Mevrouw Sipkes (GroenLinks):

Is er een wezenlijk verschil tussen wat de UNHCR doet en de Nederlandse autoriteiten? Ik kan mij herinneren dat de UNHCR twee, drie jaar geleden afspraken met Taliban maakte. Nou, met Taliban wilde de Nederlandse overheid echt niet praten, laat staan overeenkomsten mee afsluiten.

Staatssecretaris Schmitz:

Waarom zijn wij in contact getreden met de Somalische autoriteiten? Verleden jaar is een klein aantal (zes à acht) mensen via de IOM eigener gelegenheid teruggekeerd. Wij weten dat Somalië helemaal in puin gelegen heeft en dat het door burgeroorlog verwoest is. Wij weten dus dat het moeilijk is. Wij hebben in meerderheid, zij het met de stem van GroenLinks tegen, vastgesteld dat het veilig is om terug te keren. Wat wij bedoelen en doen met het terugkeerbeleid is om daarbij hulp te bieden, hulp om de herintegratie voor die mensen gemakkelijker te maken, ook in financieel opzicht, terwijl men zelf de verantwoordelijkheid heeft om terug te keren, omdat men hier niet kan blijven. Zelfs GroenLinks zegt: als je hier niet kunt blijven, moet je terugkeren. Welnu, daarbij bieden wij dus hulp. Dat is ook de essentie van datgene waarmee wij hier bezig zijn. Daarmee probeer ik door te gaan. Anders moet men mij over een halfjaar ook niet vragen – dat zal mevrouw Sipkes volgens mij ook niet doen – hoe succesvol het terugkeerbeleid is geweest. De opdracht die aan mij gegeven is, is wel om te proberen om dat terugkeerbeleid zo goed mogelijk gestalte te geven. Het is buitengewoon moeilijk en daarom moeten wij extra zorgvuldig omgaan met landen die het heel moeilijk hebben gehad. Bij Somalië hebben wij daar een extra impuls aan gegeven.

Het moge duidelijk zijn dat de veiligheid gewaarborgd is. Ik herhaal dat Buitenlandse Zaken is mee geweest op de missie. Het is niet zo dat de veiligheid in het geding is. Zaken zoals non-refoulement horen uiteraard recht overeind te staan. Dat betreft de verdragen die wij ondertekend hebben en daar horen wij ons uitdrukkelijk voor garant te stellen.

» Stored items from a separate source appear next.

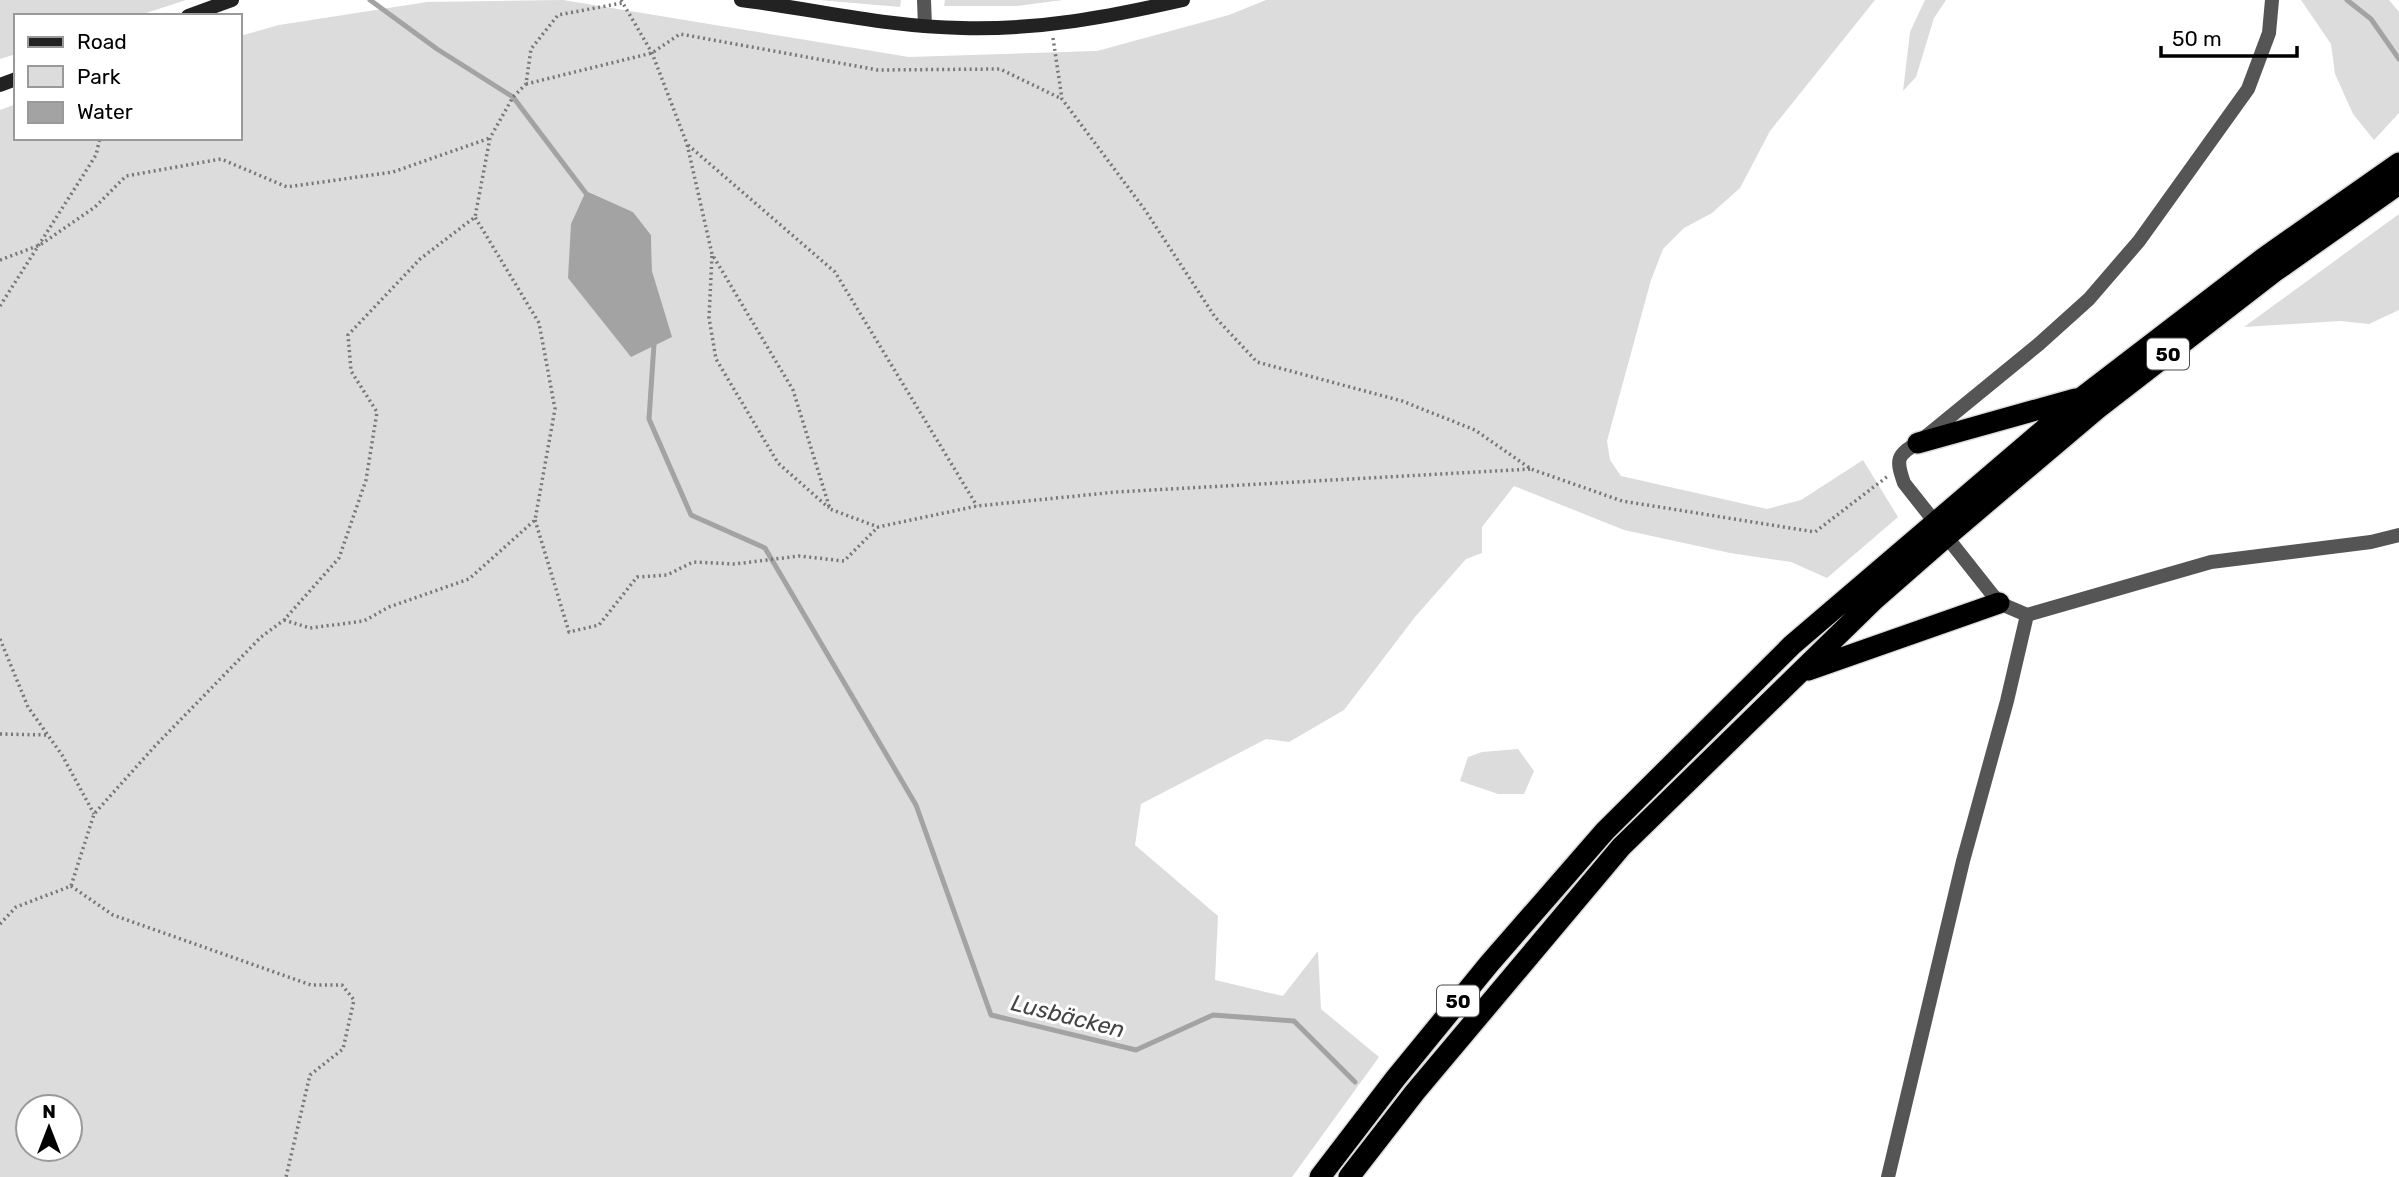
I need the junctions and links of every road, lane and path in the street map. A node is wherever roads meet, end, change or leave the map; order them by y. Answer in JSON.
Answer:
{"nodes":[{"id":1,"x":232,"y":0,"type":"edge"},
{"id":2,"x":741,"y":0,"type":"edge"},
{"id":3,"x":925,"y":0,"type":"edge"},
{"id":4,"x":1183,"y":0,"type":"edge"},
{"id":5,"x":2272,"y":0,"type":"edge"},
{"id":6,"x":621,"y":2,"type":"edge"},
{"id":7,"x":194,"y":14,"type":"edge"},
{"id":8,"x":1052,"y":25,"type":"junction"},
{"id":9,"x":925,"y":26,"type":"junction"},
{"id":10,"x":652,"y":53,"type":"junction"},
{"id":11,"x":526,"y":84,"type":"junction"},
{"id":12,"x":1062,"y":99,"type":"junction"},
{"id":13,"x":491,"y":138,"type":"junction"},
{"id":14,"x":100,"y":140,"type":"edge"},
{"id":15,"x":687,"y":144,"type":"junction"},
{"id":16,"x":2399,"y":163,"type":"edge"},
{"id":17,"x":2399,"y":184,"type":"edge"},
{"id":18,"x":475,"y":217,"type":"junction"},
{"id":19,"x":40,"y":245,"type":"junction"},
{"id":20,"x":712,"y":254,"type":"junction"},
{"id":21,"x":0,"y":260,"type":"edge"},
{"id":22,"x":0,"y":306,"type":"edge"},
{"id":23,"x":2081,"y":398,"type":"junction"},
{"id":24,"x":1918,"y":443,"type":"junction"},
{"id":25,"x":1899,"y":468,"type":"junction"},
{"id":26,"x":1531,"y":469,"type":"junction"},
{"id":27,"x":977,"y":506,"type":"junction"},
{"id":28,"x":830,"y":509,"type":"junction"},
{"id":29,"x":536,"y":520,"type":"junction"},
{"id":30,"x":878,"y":527,"type":"junction"},
{"id":31,"x":1940,"y":529,"type":"junction"},
{"id":32,"x":2399,"y":535,"type":"edge"},
{"id":33,"x":1999,"y":603,"type":"junction"},
{"id":34,"x":2027,"y":615,"type":"junction"},
{"id":35,"x":284,"y":620,"type":"junction"},
{"id":36,"x":0,"y":639,"type":"edge"},
{"id":37,"x":1799,"y":673,"type":"junction"},
{"id":38,"x":0,"y":734,"type":"edge"},
{"id":39,"x":48,"y":735,"type":"junction"},
{"id":40,"x":94,"y":814,"type":"junction"},
{"id":41,"x":71,"y":886,"type":"junction"},
{"id":42,"x":0,"y":924,"type":"edge"},
{"id":43,"x":286,"y":1177,"type":"edge"},
{"id":44,"x":1320,"y":1177,"type":"edge"},
{"id":45,"x":1349,"y":1177,"type":"edge"},
{"id":46,"x":1888,"y":1177,"type":"edge"}],
"edges":[{"from":1,"to":7,"type":"street"},
{"from":2,"to":9,"type":"street"},
{"from":3,"to":9,"type":"street"},
{"from":4,"to":8,"type":"street"},
{"from":5,"to":24,"type":"street"},
{"from":6,"to":10,"type":"path"},
{"from":6,"to":11,"type":"path"},
{"from":8,"to":9,"type":"street"},
{"from":8,"to":12,"type":"path"},
{"from":10,"to":11,"type":"path"},
{"from":10,"to":12,"type":"path"},
{"from":10,"to":15,"type":"path"},
{"from":11,"to":13,"type":"path"},
{"from":12,"to":26,"type":"path"},
{"from":13,"to":18,"type":"path"},
{"from":13,"to":19,"type":"path"},
{"from":14,"to":19,"type":"path"},
{"from":15,"to":20,"type":"path"},
{"from":15,"to":27,"type":"path"},
{"from":16,"to":23,"type":"highway","number":"50"},
{"from":17,"to":31,"type":"highway","number":"50"},
{"from":18,"to":29,"type":"path"},
{"from":18,"to":35,"type":"path"},
{"from":19,"to":21,"type":"path"},
{"from":19,"to":22,"type":"path"},
{"from":20,"to":28,"type":"path"},
{"from":20,"to":28,"type":"path"},
{"from":23,"to":24,"type":"highway"},
{"from":23,"to":31,"type":"highway","number":"50"},
{"from":24,"to":25,"type":"street"},
{"from":25,"to":26,"type":"path"},
{"from":25,"to":31,"type":"street"},
{"from":26,"to":27,"type":"path"},
{"from":27,"to":30,"type":"path"},
{"from":28,"to":30,"type":"path"},
{"from":29,"to":30,"type":"path"},
{"from":29,"to":35,"type":"path"},
{"from":31,"to":33,"type":"street"},
{"from":31,"to":37,"type":"highway","number":"50"},
{"from":31,"to":44,"type":"highway","number":"50"},
{"from":32,"to":34,"type":"street"},
{"from":33,"to":34,"type":"street"},
{"from":33,"to":37,"type":"highway"},
{"from":34,"to":46,"type":"street"},
{"from":35,"to":40,"type":"path"},
{"from":36,"to":39,"type":"path"},
{"from":37,"to":45,"type":"highway","number":"50"},
{"from":38,"to":39,"type":"path"},
{"from":39,"to":40,"type":"path"},
{"from":40,"to":41,"type":"path"},
{"from":41,"to":42,"type":"path"},
{"from":41,"to":43,"type":"path"}]}
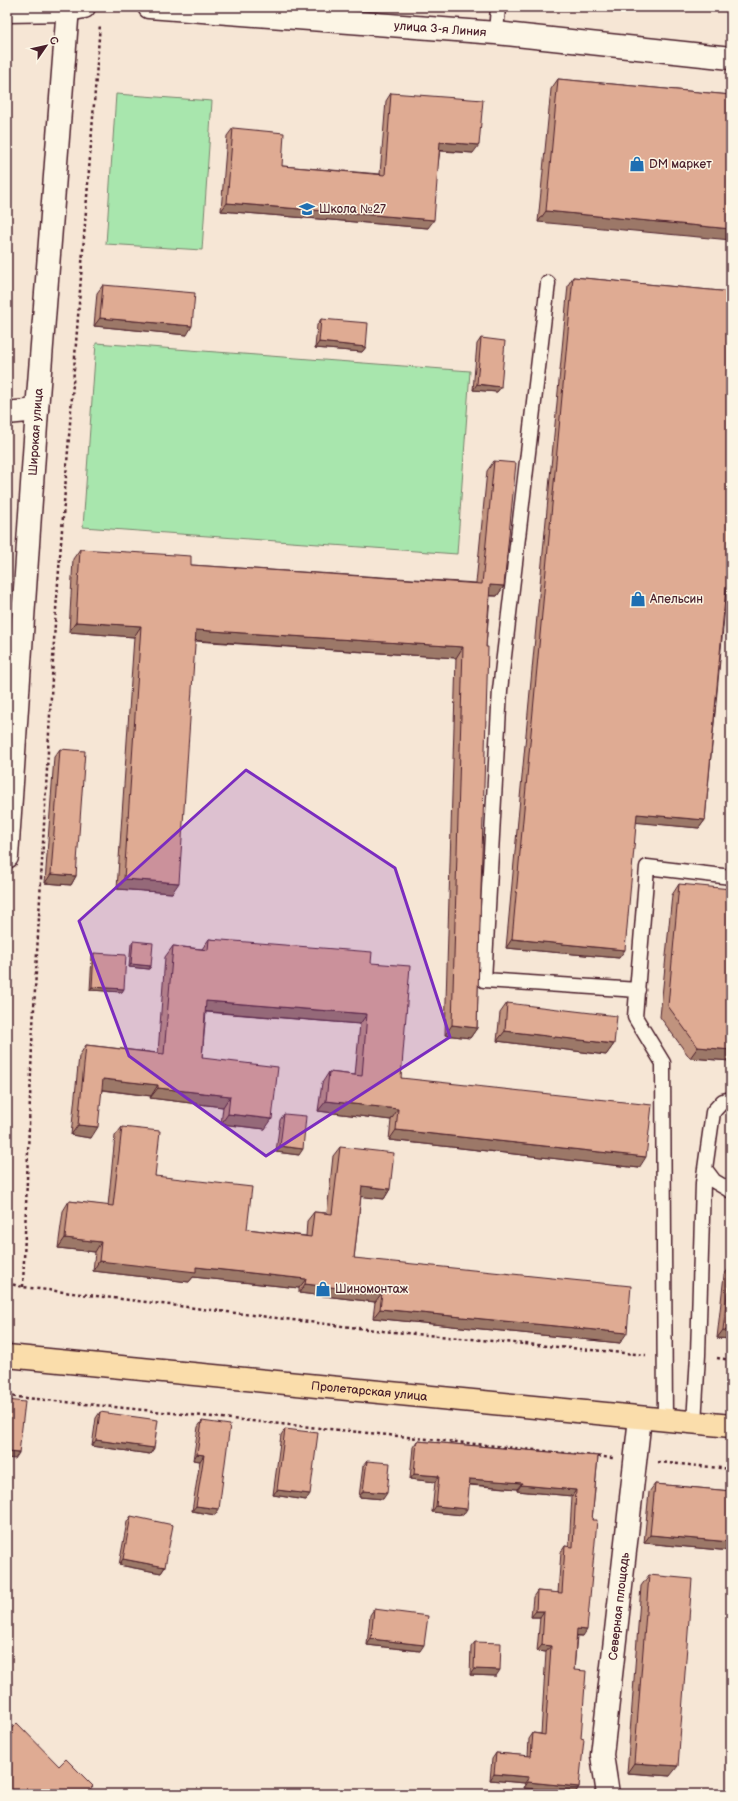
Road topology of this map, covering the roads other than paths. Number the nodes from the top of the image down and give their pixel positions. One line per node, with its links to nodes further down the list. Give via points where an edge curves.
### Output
1 (149, 7): 5 (street, улица 3-я Линия)
2 (498, 7): 5 (lane)
3 (73, 8): 4 (street); 8 (street, Широкая улица)
4 (7, 11)
5 (496, 33): 6 (street, улица 3-я Линия)
6 (731, 58)
7 (548, 283): 13 (lane, via 500,690 484,980)
8 (37, 410): 9 (street); 10 (street, Широкая улица)
9 (7, 413)
10 (8, 820): 11 (street, Широкая улица)
11 (7, 857)
12 (731, 877): 13 (lane, via 647,867)
13 (638, 990): 19 (lane, via 636,1017 663,1063)
14 (731, 1099): 15 (lane, via 723,1101 712,1112)
15 (705, 1169): 16 (lane, via 714,1181); 20 (lane)
16 (731, 1191)
17 (7, 1356): 18 (main road, Пролетарская улица)
18 (640, 1418): 19 (main road, Пролетарская улица); 22 (street, Северная площадь, via 602,1755)
19 (665, 1421): 20 (main road, Пролетарская улица)
20 (694, 1423): 21 (main road, Пролетарская улица)
21 (731, 1426)
22 (608, 1794)

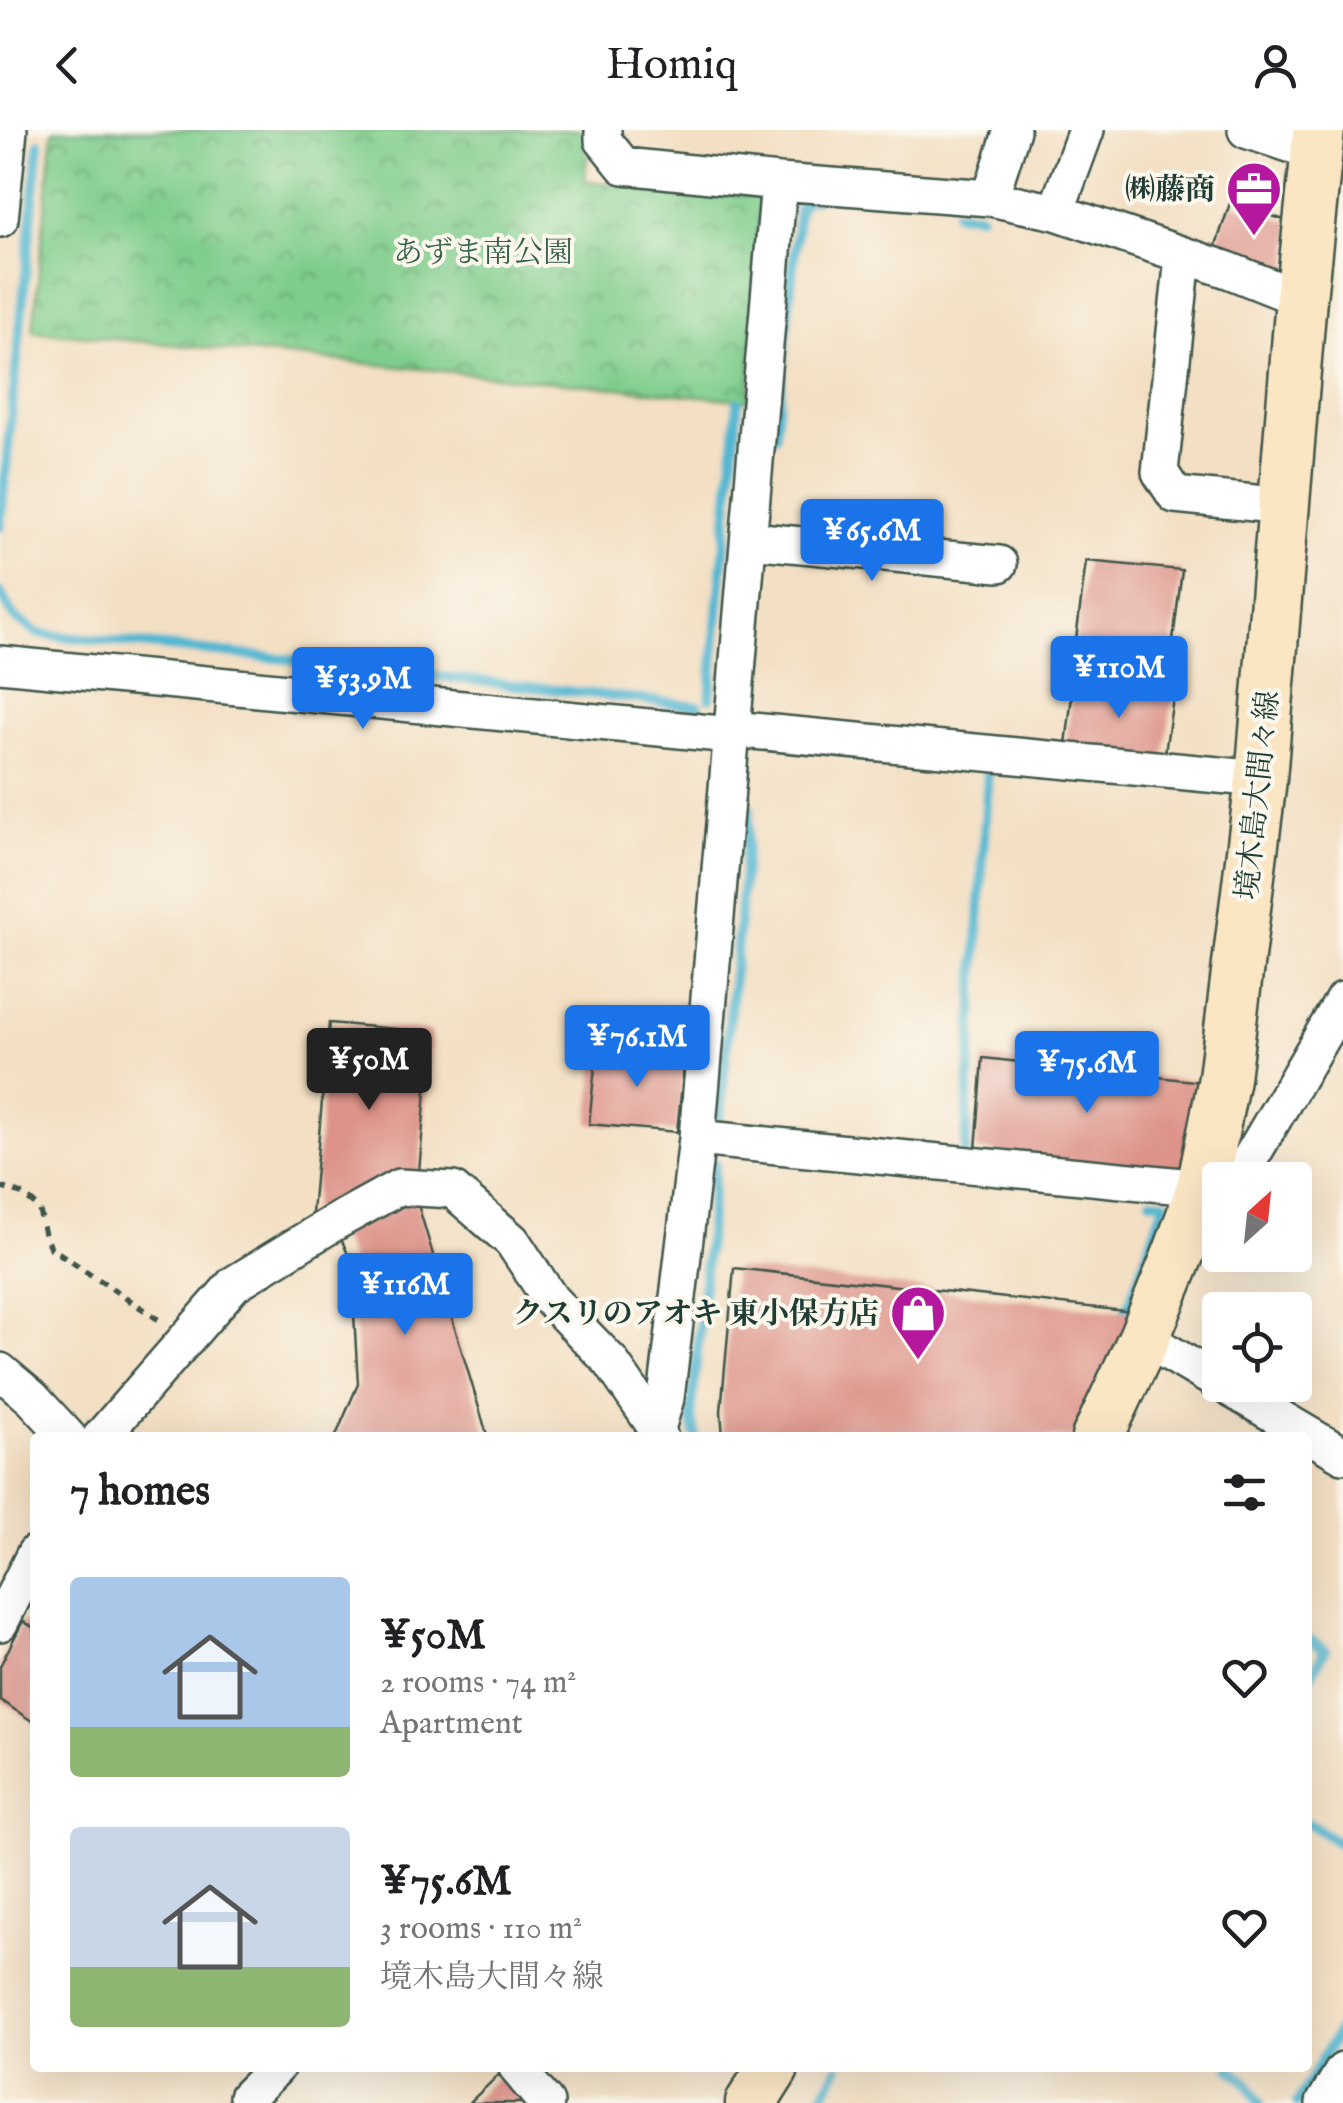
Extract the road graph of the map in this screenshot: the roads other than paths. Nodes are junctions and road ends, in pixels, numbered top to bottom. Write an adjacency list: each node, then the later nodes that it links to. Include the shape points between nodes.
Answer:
1 (10, 130): 10 (street)
2 (604, 130): 7 (street, via 602,140 624,166)
3 (1012, 130): 8 (street)
4 (1086, 130): 9 (street)
5 (1246, 130): 6 (street)
6 (1318, 142): 12 (main road, 境木島大間々線)
7 (780, 182): 8 (street); 14 (street)
8 (990, 198): 9 (street)
9 (1056, 212): 11 (street)
10 (0, 219)
11 (1183, 257): 12 (street); 13 (street, via 1160,472 1175,494)
12 (1301, 299): 13 (main road, 境木島大間々線)
13 (1284, 506): 18 (main road, 境木島大間々線)
14 (750, 540): 15 (street); 17 (street)
15 (999, 564)
16 (0, 664): 17 (street)
17 (732, 732): 18 (street); 20 (street)
18 (1261, 780): 21 (main road, 境木島大間々線)
19 (1343, 1000): 22 (street)
20 (696, 1138): 23 (street); 32 (street)
21 (1219, 1162)
22 (1246, 1162)
23 (1202, 1185)
24 (1202, 1213): 25 (main road, 境木島大間々線)
25 (1144, 1338): 27 (street); 33 (main road, 境木島大間々線)
26 (0, 1371): 29 (street)
27 (1202, 1372)
28 (1253, 1402): 34 (street)
29 (63, 1432)
30 (105, 1432): 31 (street, via 234,1284 399,1187 453,1190 512,1241 551,1300 611,1362)
31 (657, 1432)
32 (658, 1432)
33 (1099, 1432)
34 (1304, 1432)
35 (1312, 1437): 36 (street)
36 (1343, 1455)
37 (30, 1563): 38 (street)
38 (0, 1623)
39 (1343, 2071): 46 (street)
40 (272, 2072): 43 (street)
41 (524, 2072): 44 (street)
42 (770, 2072): 45 (main road)
43 (247, 2096)
44 (546, 2103)
45 (751, 2103)
46 (1324, 2103)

In antwoord op vragen van onder anderen de heer Van Oven en mevrouw Sipkes terzake kan ik zeggen dat de overeenkomst die Denemarken heeft gesloten, identiek is aan die van Nederland. Daar staat dus geen paragraaf in over mensenrechten. Ik zal nagaan of wij de tekst van die overeenkomst aan de Kamer kunnen doen toekomen; dan kan men het zelf zien.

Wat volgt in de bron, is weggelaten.